Uno de los mecanismos institucionalizados para sostener dicho control son las leyes que sancionan la posibilidad de autonomía. La penalización del aborto es un ejemplo claro.

Este, es un dispositivo que durante siglos no solo ha sancionado la posibilidad de que las mujeres tomen una decisión sobre su cuerpo y proyectos de vida, sino que a la vez les ha quitado dignidad a través de la criminalización.

Las leyes también saben de clases sociales y de estatus diferenciados. Aunque la penalización afecta a todas, tiene un impacto mayor en las niñas, adolescentes y mujeres jóvenes en condiciones de pobreza o sobrevivientes de violencia.

Es decir, las mujeres que tienen recursos económicos y entornos de apoyo pueden acceder a este procedimiento sin poner en grave riesgo su vida y libertad. Quienes no, suelen quedar expuestas a la clandestinidad abusiva y al aprovechamiento de personas inescrupulosas que lucran con la desesperación.

Por ello se dice que la despenalización del aborto es un asunto de derechos, pero también de justicia social. Son las mujeres y niñas pobres, violentadas y en situación precaria las que sufren el impacto de normas sexistas y abusivas.

La penalización del derecho a decidir de las mujeres es un indicador de sociedades machistas y discriminadoras. Pero, la penalización del aborto aún en casos de violación sexual pone en evidencia sociedades indolentes, en donde la dignidad de las mujeres no vale y se vulnera sistemáticamente. Tal es el caso peruano.

En el Perú, el aborto aún en casos de violación se encuentra criminalizado. Es decir, se obliga a las mujeres y a las niñas a continuar con embarazos producto de un crimen atroz. Las dramáticas cifras dan cuenta de ello:

En el 2022 a nivel nacional 1623 niñas entre los 111 y 14 años fueron obligadas a parir, luego de una violación. Hasta agosto del 2023, corrieron el mismo destino 636 niñas.

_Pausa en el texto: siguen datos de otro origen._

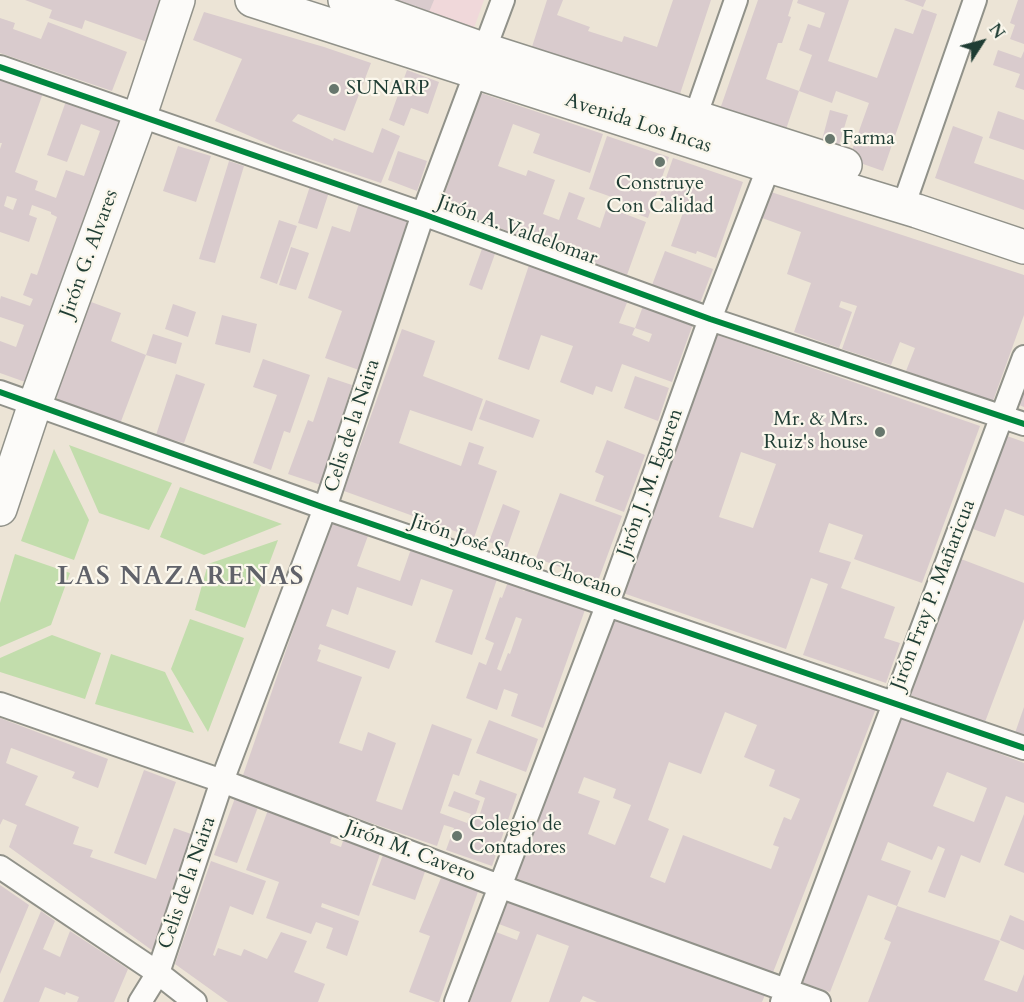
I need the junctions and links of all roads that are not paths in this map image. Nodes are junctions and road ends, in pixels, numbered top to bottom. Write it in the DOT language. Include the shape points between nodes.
graph roads {
  1 [pos="178,0"];
  2 [pos="252,0"];
  3 [pos="345,0"];
  4 [pos="503,0"];
  5 [pos="736,0"];
  6 [pos="975,0"];
  7 [pos="481,61"];
  8 [pos="0,67"];
  9 [pos="140,115"];
  10 [pos="691,128"];
  11 [pos="769,166"];
  12 [pos="907,196"];
  13 [pos="423,214"];
  14 [pos="1024,223"];
  15 [pos="1024,247"];
  16 [pos="710,320"];
  17 [pos="1024,357"];
  18 [pos="0,392"];
  19 [pos="35,404"];
  20 [pos="1001,417"];
  21 [pos="1024,424"];
  22 [pos="325,508"];
  23 [pos="0,509"];
  24 [pos="607,606"];
  25 [pos="0,704"];
  26 [pos="893,704"];
  27 [pos="1024,748"];
  28 [pos="222,781"];
  29 [pos="0,867"];
  30 [pos="499,886"];
  31 [pos="158,973"];
  32 [pos="784,996"];
  33 [pos="140,1002"];
  34 [pos="195,1002"];
  35 [pos="456,1002"];
  36 [pos="819,1002"];
  1 -- 9 [label="street, Jirón G. Alvares"];
  2 -- 7 [label="street, Avenida Los Incas"];
  3 -- 7 [label="street, Avenida Los Incas"];
  4 -- 7 [label="street, Celis de la Naira"];
  5 -- 10 [label="street"];
  6 -- 12 [label="street"];
  7 -- 10 [label="street, Avenida Los Incas"];
  7 -- 13 [label="street, Celis de la Naira"];
  8 -- 9 [label="street, Jirón A. Valdelomar"];
  9 -- 13 [label="street, Jirón A. Valdelomar"];
  9 -- 19 [label="street, Jirón G. Alvares"];
  10 -- 11 [label="street, Avenida Los Incas"];
  10 -- 12 [label="street, Avenida Los Incas"];
  11 -- 12 [label="street, Avenida Los Incas"];
  11 -- 16 [label="street, Jirón J. M. Eguren"];
  12 -- 14 [label="street, Avenida Los Incas"];
  12 -- 15 [label="street, Avenida Los Incas"];
  13 -- 16 [label="street, Jirón A. Valdelomar"];
  13 -- 22 [label="street, Celis de la Naira"];
  16 -- 20 [label="street, Jirón A. Valdelomar"];
  16 -- 24 [label="street, Jirón J. M. Eguren"];
  17 -- 20 [label="street, Jirón Fray P. Mañaricua"];
  18 -- 19 [label="street, Jirón José Santos Chocano"];
  19 -- 22 [label="street, Jirón José Santos Chocano"];
  19 -- 23 [label="street, Jirón G. Alvares"];
  20 -- 21 [label="street, Jirón A. Valdelomar"];
  20 -- 26 [label="street, Jirón Fray P. Mañaricua"];
  22 -- 24 [label="street, Jirón José Santos Chocano"];
  22 -- 28 [label="street, Celis de la Naira"];
  24 -- 26 [label="street, Jirón José Santos Chocano"];
  24 -- 30 [label="street, Jirón J. M. Eguren"];
  25 -- 28 [label="street, Jirón M. Cavero"];
  26 -- 27 [label="street, Jirón José Santos Chocano"];
  26 -- 32 [label="street, Jirón Fray P. Mañaricua"];
  28 -- 30 [label="street, Jirón M. Cavero"];
  28 -- 31 [label="street, Celis de la Naira"];
  29 -- 31 [label="street"];
  30 -- 32 [label="street, Jirón M. Cavero"];
  30 -- 35 [label="street, Jirón J. M. Eguren"];
  31 -- 33 [label="street, Celis de la Naira"];
  31 -- 34 [label="street"];
  32 -- 36 [label="street, Jirón M. Cavero"];
}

Criaturas forzadas a ser madres, impedidas de disfrutar de una infancia plena y con ello destinadas a continuar en un circulo de violencia y exclusión.

Feministas y defensoras de los derechos de las mujeres durante décadas han reclamado que el Estado corrija este error, y, despenalice la interrupción del embarazo en casos de violación. Aunque para avanzar en materia de igualdad es importante que esta figura penal desaparezca y no haya criminalización por ninguna causal; se reconoce que es urgente – al menos- proteger a las sobrevivientes de violencia sexual. Es decir, no condenarlas a la tortura de un embarazo forzado. Un mínimo de dignidad aun negado por el sistema patriarcal.

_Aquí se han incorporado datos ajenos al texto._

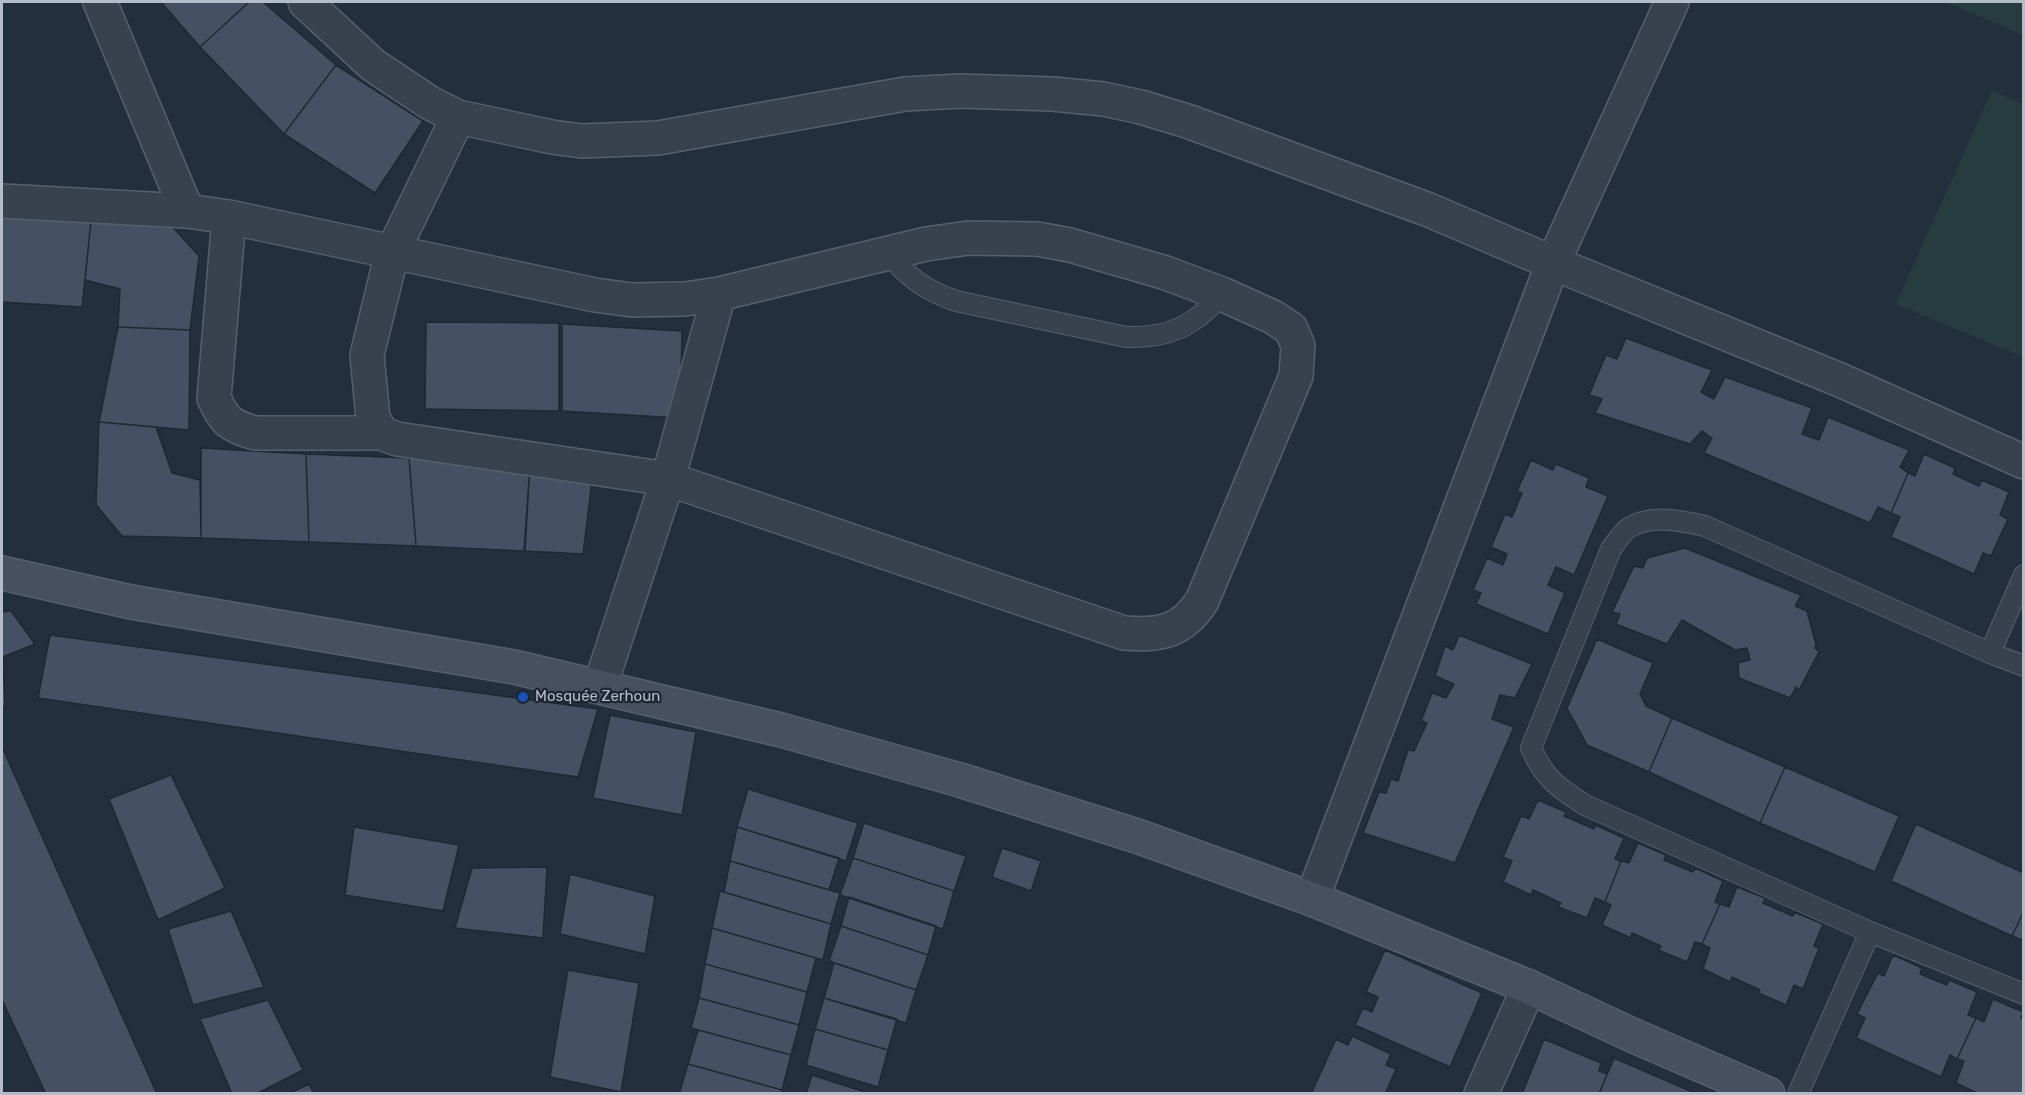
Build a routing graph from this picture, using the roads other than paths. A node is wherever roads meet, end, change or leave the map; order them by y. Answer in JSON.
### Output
{"nodes":[{"id":1,"x":99,"y":2,"type":"edge"},
{"id":2,"x":305,"y":2,"type":"edge"},
{"id":3,"x":1672,"y":2,"type":"edge"},
{"id":4,"x":458,"y":117,"type":"junction"},
{"id":5,"x":2,"y":201,"type":"edge"},
{"id":6,"x":187,"y":211,"type":"junction"},
{"id":7,"x":229,"y":217,"type":"junction"},
{"id":8,"x":888,"y":252,"type":"junction"},
{"id":9,"x":392,"y":253,"type":"junction"},
{"id":10,"x":1553,"y":263,"type":"junction"},
{"id":11,"x":719,"y":294,"type":"junction"},
{"id":12,"x":1221,"y":294,"type":"junction"},
{"id":13,"x":381,"y":433,"type":"junction"},
{"id":14,"x":2024,"y":462,"type":"edge"},
{"id":15,"x":668,"y":479,"type":"junction"},
{"id":16,"x":2,"y":573,"type":"edge"},
{"id":17,"x":2024,"y":575,"type":"edge"},
{"id":18,"x":1990,"y":653,"type":"junction"},
{"id":19,"x":2024,"y":666,"type":"edge"},
{"id":20,"x":600,"y":686,"type":"junction"},
{"id":21,"x":1312,"y":899,"type":"junction"},
{"id":22,"x":1870,"y":932,"type":"junction"},
{"id":23,"x":1529,"y":987,"type":"junction"},
{"id":24,"x":2024,"y":994,"type":"edge"},
{"id":25,"x":1481,"y":1094,"type":"edge"},
{"id":26,"x":1768,"y":1094,"type":"edge"},
{"id":27,"x":1798,"y":1094,"type":"edge"}],
"edges":[{"from":1,"to":6,"type":"street"},
{"from":2,"to":4,"type":"street"},
{"from":3,"to":10,"type":"street"},
{"from":4,"to":9,"type":"street"},
{"from":4,"to":10,"type":"street"},
{"from":5,"to":6,"type":"street"},
{"from":6,"to":7,"type":"street"},
{"from":7,"to":9,"type":"street"},
{"from":7,"to":13,"type":"street"},
{"from":8,"to":11,"type":"street"},
{"from":8,"to":12,"type":"street"},
{"from":8,"to":12,"type":"lane"},
{"from":9,"to":11,"type":"street"},
{"from":9,"to":13,"type":"street"},
{"from":10,"to":14,"type":"street"},
{"from":10,"to":21,"type":"street"},
{"from":11,"to":15,"type":"street"},
{"from":12,"to":15,"type":"street"},
{"from":13,"to":15,"type":"street"},
{"from":15,"to":20,"type":"street"},
{"from":16,"to":20,"type":"street"},
{"from":17,"to":18,"type":"lane"},
{"from":18,"to":19,"type":"lane"},
{"from":18,"to":22,"type":"lane"},
{"from":20,"to":21,"type":"street"},
{"from":21,"to":23,"type":"street"},
{"from":22,"to":24,"type":"lane"},
{"from":22,"to":27,"type":"lane"},
{"from":23,"to":25,"type":"street"},
{"from":23,"to":26,"type":"street"}]}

El reclamos de autonomía, derechos y dignidad vuelven a materializarse este 28 de septiembre, fecha en la que desde la Asamblea Verde (espacio de confluencia feminista) se ha organizado una movilización en el marco del Día internacional por la despenalización del aborto en América Latina y el Caribe. Organizaciones, activistas y colectivas feministas se unen para levantar en las calles y públicamente su voz de protesta frente a un Estado indolente. Se exige así que se deje de criminalizar a las mujeres y se brinden garantías para su autonomía.

Una marcha por el derecho a decidir, una movilización para que el Estado garantice el aborto legal y seguro. Una movilización vestida de verde, con pañuelos,  con historias reales de dolor y desesperación  en donde una vez más se vuelve a disputar la libertad y la dignidad de las mujeres.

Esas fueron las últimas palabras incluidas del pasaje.